WHAT THE TASK REQUIRES =
Count the lines of the records below that hold the word "node", and give only the number.

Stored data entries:
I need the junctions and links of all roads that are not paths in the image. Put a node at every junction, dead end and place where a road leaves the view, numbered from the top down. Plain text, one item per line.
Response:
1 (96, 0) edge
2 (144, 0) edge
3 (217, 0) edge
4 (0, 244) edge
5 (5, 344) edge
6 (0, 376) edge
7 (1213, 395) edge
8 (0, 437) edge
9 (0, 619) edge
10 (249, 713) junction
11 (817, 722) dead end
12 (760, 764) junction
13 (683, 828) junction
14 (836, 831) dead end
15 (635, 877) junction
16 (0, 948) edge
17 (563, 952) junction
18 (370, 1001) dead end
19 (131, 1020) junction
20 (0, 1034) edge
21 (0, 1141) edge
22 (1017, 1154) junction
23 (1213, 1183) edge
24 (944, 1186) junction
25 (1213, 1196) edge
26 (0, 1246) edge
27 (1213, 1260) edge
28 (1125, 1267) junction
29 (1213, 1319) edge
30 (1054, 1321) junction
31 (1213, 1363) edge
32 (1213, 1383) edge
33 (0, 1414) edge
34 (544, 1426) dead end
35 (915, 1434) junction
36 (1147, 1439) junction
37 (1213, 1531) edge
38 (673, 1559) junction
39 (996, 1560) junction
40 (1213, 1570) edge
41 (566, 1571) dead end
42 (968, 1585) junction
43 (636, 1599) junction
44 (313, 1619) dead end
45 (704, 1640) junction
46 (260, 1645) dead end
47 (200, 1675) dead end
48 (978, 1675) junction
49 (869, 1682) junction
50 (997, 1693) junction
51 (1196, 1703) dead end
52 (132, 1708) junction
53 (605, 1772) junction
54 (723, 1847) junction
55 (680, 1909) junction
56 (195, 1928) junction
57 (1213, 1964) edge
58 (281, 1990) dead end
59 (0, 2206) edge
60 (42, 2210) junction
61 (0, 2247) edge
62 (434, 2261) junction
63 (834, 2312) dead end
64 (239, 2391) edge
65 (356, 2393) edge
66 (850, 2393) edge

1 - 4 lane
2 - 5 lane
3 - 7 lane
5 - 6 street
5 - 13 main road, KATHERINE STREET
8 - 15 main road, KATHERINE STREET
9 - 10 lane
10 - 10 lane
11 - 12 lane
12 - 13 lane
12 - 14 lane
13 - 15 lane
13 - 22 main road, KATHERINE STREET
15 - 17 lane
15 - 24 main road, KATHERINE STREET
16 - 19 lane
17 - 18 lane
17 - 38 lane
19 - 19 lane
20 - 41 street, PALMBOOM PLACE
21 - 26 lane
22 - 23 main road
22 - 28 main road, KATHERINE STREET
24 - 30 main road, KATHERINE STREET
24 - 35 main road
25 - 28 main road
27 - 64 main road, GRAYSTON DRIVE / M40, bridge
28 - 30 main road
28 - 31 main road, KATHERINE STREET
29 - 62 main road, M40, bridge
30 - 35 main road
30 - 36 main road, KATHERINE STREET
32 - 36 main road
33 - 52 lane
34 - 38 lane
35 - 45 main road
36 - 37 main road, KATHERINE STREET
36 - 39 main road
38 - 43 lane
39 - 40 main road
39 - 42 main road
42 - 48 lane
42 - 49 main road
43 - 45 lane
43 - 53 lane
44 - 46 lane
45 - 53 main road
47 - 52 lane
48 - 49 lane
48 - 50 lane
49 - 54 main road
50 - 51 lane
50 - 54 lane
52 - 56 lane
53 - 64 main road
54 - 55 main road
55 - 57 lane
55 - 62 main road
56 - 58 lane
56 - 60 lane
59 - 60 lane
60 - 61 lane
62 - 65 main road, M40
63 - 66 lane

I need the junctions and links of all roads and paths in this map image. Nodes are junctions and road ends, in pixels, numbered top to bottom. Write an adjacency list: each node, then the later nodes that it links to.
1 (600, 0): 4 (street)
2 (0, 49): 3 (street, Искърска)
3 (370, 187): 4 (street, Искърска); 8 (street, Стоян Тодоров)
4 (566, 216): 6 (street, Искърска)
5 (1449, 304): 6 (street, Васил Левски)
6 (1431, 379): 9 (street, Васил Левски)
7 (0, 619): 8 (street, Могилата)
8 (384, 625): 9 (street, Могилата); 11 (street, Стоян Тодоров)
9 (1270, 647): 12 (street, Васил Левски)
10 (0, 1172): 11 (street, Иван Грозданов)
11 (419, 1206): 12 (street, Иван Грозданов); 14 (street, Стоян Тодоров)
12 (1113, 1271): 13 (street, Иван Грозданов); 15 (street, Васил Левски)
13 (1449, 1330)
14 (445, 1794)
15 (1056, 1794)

EXERCISE RESULT =
2